With the influence and support of Don Luis they would need no Spanish aid; and as experience had shown them that soldiers were sometimes a detriment to the mission they were intended to protect, these devoted missionaries determined to trust themselves entirely, alone and unprotected, in the hands of the Indians.

On his side Don Luis made every promise as to the security of the persons of the missionaries confided to his care by the adelantado of Florida. “They shall lack nothing,” he declared. “I will always be at hand to aid them.”

On the 5th of August, 1570, this little mission colony sailed from Santa Elena, and in that enervating heat must have crept slowly enough along the coast and up the Chesapeake; [pg 851] for it was not till the 10th of September that they reached the country of Don Luis, which is styled in Spanish accounts Axacan or Jacan.

Where was the spot termed “La Madre de Dios de Jacan”?—Our Lady of Axacan (or, as we should write it, Ahacan or Hacan). Precisely where no map or document has yet been found to show. It was evidently near the Susquehanna (Salado) or the Potomac (Espiritu Santo), the two rivers at the head of the bay known to Melendez, and by which he hoped to reach China. That it could not have been the Susquehanna seems clear from the fact that, being to the eastward, it would not naturally be the shortest route; and, moreover, that river was in those days, and till far in the ensuing century, held by a warlike tribe of Huron origin, living in palisaded towns, while the tribe of Don Luis, who dwelt at Axacan, were evidently nomads of the Algonquin race.

We are therefore led to look for it on the Potomac, the Espiritu Santo of the early Spanish navigators. The vessel that bore the devoted Vice-Provincial Father Segura and two other Spanish vessels some time afterwards ascended this river for a considerable distance to a point whence they proceeded to the country of Don Luis, which, as letters show, lay on a river six miles off, and which they might have reached directly by ascending that river, though it was always passed by the pilots, being regarded, apparently, as less navigable and safe. The Rappahannock at once suggests itself as answering the conditions required to explain the Spanish accounts.

On the Potomac there is to this day a spot called Occoquan, which is near enough to the Spanish Axacan to raise a suspicion of their identity. Not far below it the Potomac and Rappahannock, in their sinuous windings, approach so closely as to increase the resemblance to the country described.

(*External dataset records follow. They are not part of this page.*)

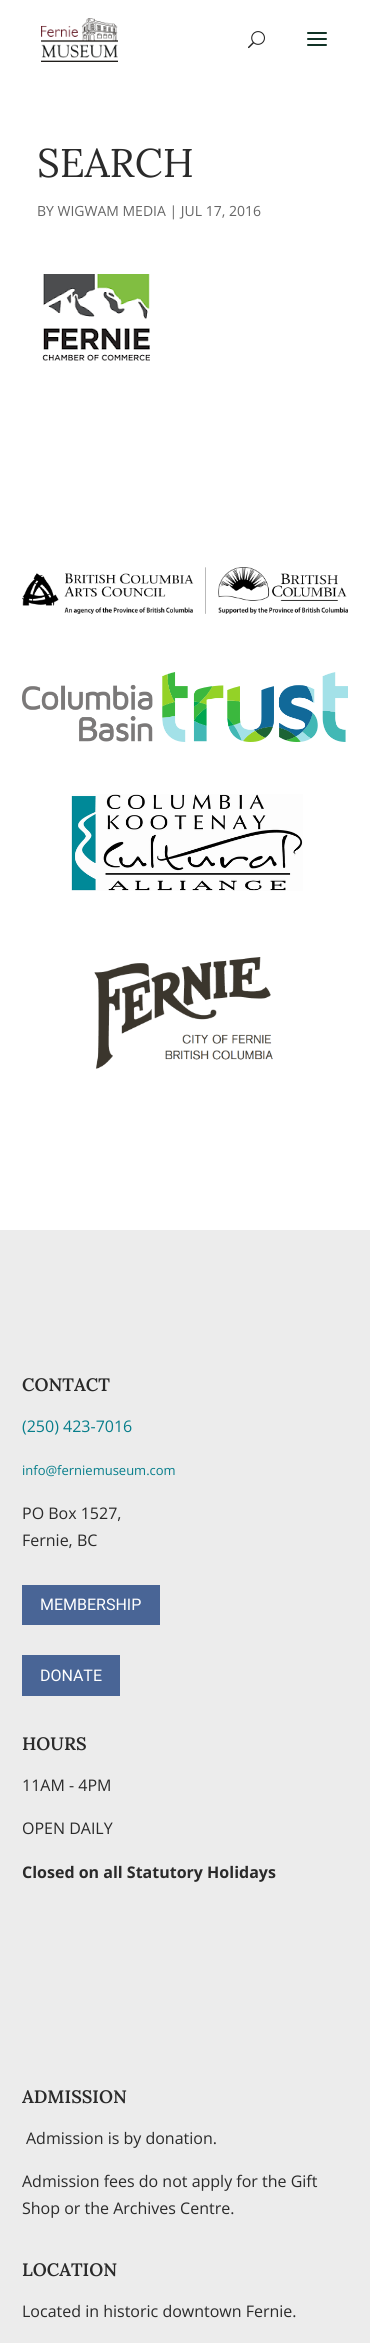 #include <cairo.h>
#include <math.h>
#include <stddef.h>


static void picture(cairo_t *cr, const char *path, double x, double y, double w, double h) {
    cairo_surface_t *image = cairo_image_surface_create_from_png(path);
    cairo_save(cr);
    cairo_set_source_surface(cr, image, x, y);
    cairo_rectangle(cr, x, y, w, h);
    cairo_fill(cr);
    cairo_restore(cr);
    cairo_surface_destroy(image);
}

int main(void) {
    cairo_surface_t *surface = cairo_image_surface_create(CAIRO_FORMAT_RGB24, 370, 2343);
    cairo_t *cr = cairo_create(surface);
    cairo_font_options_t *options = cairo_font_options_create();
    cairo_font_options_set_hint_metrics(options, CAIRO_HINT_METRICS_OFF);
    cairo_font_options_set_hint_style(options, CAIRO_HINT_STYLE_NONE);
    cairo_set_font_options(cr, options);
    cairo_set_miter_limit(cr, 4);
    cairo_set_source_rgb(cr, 1, 1, 1);
    cairo_paint(cr);
    picture(cr, "img1.png", 41, 18, 77, 44);
    picture(cr, "img2.png", 248, 31, 17, 18);
    picture(cr, "img3.png", 307, 32, 20, 14);
    cairo_select_font_face(cr, "Lora", CAIRO_FONT_SLANT_NORMAL, CAIRO_FONT_WEIGHT_NORMAL);
    cairo_set_font_size(cr, 40);
    cairo_set_source_rgb(cr, 0.165, 0.165, 0.165);
    cairo_move_to(cr, 37, 177);
    cairo_show_text(cr, "SEARCH");
    cairo_select_font_face(cr, "Open Sans", CAIRO_FONT_SLANT_NORMAL, CAIRO_FONT_WEIGHT_NORMAL);
    cairo_set_font_size(cr, 14);
    cairo_set_source_rgb(cr, 0.4, 0.4, 0.4);
    cairo_move_to(cr, 37, 216);
    cairo_show_text(cr, "BY WIGWAM MEDIA | JUL 17, 2016");
    picture(cr, "img4.png", 42, 274, 108, 87);
    picture(cr, "img5.png", 22, 567, 326, 47);
    picture(cr, "img6.png", 22, 672, 326, 70);
    picture(cr, "img7.png", 71, 794, 232, 97);
    picture(cr, "img8.png", 94, 957, 179, 112);
    cairo_set_source_rgb(cr, 0.922, 0.922, 0.922);
    cairo_rectangle(cr, 0, 1230, 370, 1113);
    cairo_fill(cr);
    cairo_select_font_face(cr, "Lora SemiBold", CAIRO_FONT_SLANT_NORMAL, CAIRO_FONT_WEIGHT_NORMAL);
    cairo_set_font_size(cr, 18);
    cairo_set_source_rgb(cr, 0.165, 0.165, 0.165);
    cairo_move_to(cr, 22, 1391);
    cairo_show_text(cr, "CONTACT");
    cairo_select_font_face(cr, "Open Sans", CAIRO_FONT_SLANT_NORMAL, CAIRO_FONT_WEIGHT_NORMAL);
    cairo_set_font_size(cr, 16);
    cairo_set_source_rgb(cr, 0.031, 0.494, 0.545);
    cairo_move_to(cr, 22, 1432);
    cairo_show_text(cr, "(250) 423-7016");
    cairo_set_font_size(cr, 13);
    cairo_move_to(cr, 22, 1475);
    cairo_show_text(cr, "info@ferniemuseum.com");
    cairo_set_font_size(cr, 16);
    cairo_set_source_rgb(cr, 0.165, 0.165, 0.165);
    cairo_move_to(cr, 22, 1519);
    cairo_show_text(cr, "PO Box 1527,");
    cairo_move_to(cr, 22, 1546);
    cairo_show_text(cr, "Fernie, BC");
    cairo_set_source_rgb(cr, 0.286, 0.396, 0.588);
    cairo_rectangle(cr, 22, 1585, 138, 40);
    cairo_fill(cr);
    cairo_select_font_face(cr, "Roboto", CAIRO_FONT_SLANT_NORMAL, CAIRO_FONT_WEIGHT_NORMAL);
    cairo_set_source_rgb(cr, 1, 1, 1);
    cairo_move_to(cr, 40, 1610);
    cairo_show_text(cr, "MEMBERSHIP");
    cairo_set_source_rgb(cr, 0.286, 0.396, 0.588);
    cairo_rectangle(cr, 22, 1655, 98, 41);
    cairo_fill(cr);
    cairo_set_source_rgb(cr, 1, 1, 1);
    cairo_move_to(cr, 40, 1681);
    cairo_show_text(cr, "DONATE");
    cairo_select_font_face(cr, "Lora SemiBold", CAIRO_FONT_SLANT_NORMAL, CAIRO_FONT_WEIGHT_NORMAL);
    cairo_set_font_size(cr, 18);
    cairo_set_source_rgb(cr, 0.165, 0.165, 0.165);
    cairo_move_to(cr, 22, 1750);
    cairo_show_text(cr, "HOURS");
    cairo_select_font_face(cr, "Open Sans", CAIRO_FONT_SLANT_NORMAL, CAIRO_FONT_WEIGHT_NORMAL);
    cairo_set_font_size(cr, 16);
    cairo_move_to(cr, 22, 1791);
    cairo_show_text(cr, "11AM - 4PM");
    cairo_move_to(cr, 22, 1834);
    cairo_show_text(cr, "OPEN DAILY");
    cairo_select_font_face(cr, "Open Sans", CAIRO_FONT_SLANT_NORMAL, CAIRO_FONT_WEIGHT_BOLD);
    cairo_move_to(cr, 22, 1878);
    cairo_show_text(cr, "Closed on all Statutory Holidays");
    cairo_select_font_face(cr, "Lora SemiBold", CAIRO_FONT_SLANT_NORMAL, CAIRO_FONT_WEIGHT_NORMAL);
    cairo_set_font_size(cr, 18);
    cairo_move_to(cr, 22, 2103);
    cairo_show_text(cr, "ADMISSION");
    cairo_select_font_face(cr, "Open Sans", CAIRO_FONT_SLANT_NORMAL, CAIRO_FONT_WEIGHT_NORMAL);
    cairo_set_font_size(cr, 16);
    cairo_move_to(cr, 26, 2144);
    cairo_show_text(cr, "Admission is by donation.");
    cairo_move_to(cr, 22, 2187);
    cairo_show_text(cr, "Admission fees do not apply for the Gift");
    cairo_move_to(cr, 22, 2214);
    cairo_show_text(cr, "Shop or the Archives Centre.");
    cairo_select_font_face(cr, "Lora SemiBold", CAIRO_FONT_SLANT_NORMAL, CAIRO_FONT_WEIGHT_NORMAL);
    cairo_set_font_size(cr, 18);
    cairo_move_to(cr, 22, 2276);
    cairo_show_text(cr, "LOCATION");
    cairo_select_font_face(cr, "Open Sans", CAIRO_FONT_SLANT_NORMAL, CAIRO_FONT_WEIGHT_NORMAL);
    cairo_set_font_size(cr, 16);
    cairo_move_to(cr, 22, 2317);
    cairo_show_text(cr, "Located in historic downtown Fernie.");
    cairo_surface_write_to_png(surface, "page.png");
    cairo_font_options_destroy(options);
    cairo_destroy(cr);
    cairo_surface_destroy(surface);
    return 0;
}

The land that met the eyes of the missionary pioneers in the wilderness of Virginia was not one to raise fond hopes or sustain delusions. A long sterility had visited Florida and extended even to the Chesapeake. Its effects were even more striking. Of all that the descriptions of Don Luis had prepared them to find in Axacan there was absolutely nothing to be seen. Just come from Florida and its vicinity, with its rich, luxuriant vegetation, with fruits of spontaneous growth, they beheld a less favored land, bare and parched with a six years' sterility, with the starving remnants of decimated and thrice decimated tribes. The wretched inhabitants looked upon Don Luis, their countryman, as if sent from heaven, and, seeing him treated with honor, they received the Spaniards with every demonstration of goodwill, though they were so destitute that they could not offer the newcomers any fruit or maize.

With the winter fast approaching, it seemed almost madness for Father Segura and his companions to attempt to establish themselves in this unpromising land; but the previous failure of the Dominican Fathers, the almost chiding words of S. Francis Borgia, and the deep interest manifested by Melendez in the success of the attempt, apparently decided the question against all ideas of expediency or mere worldly prudence.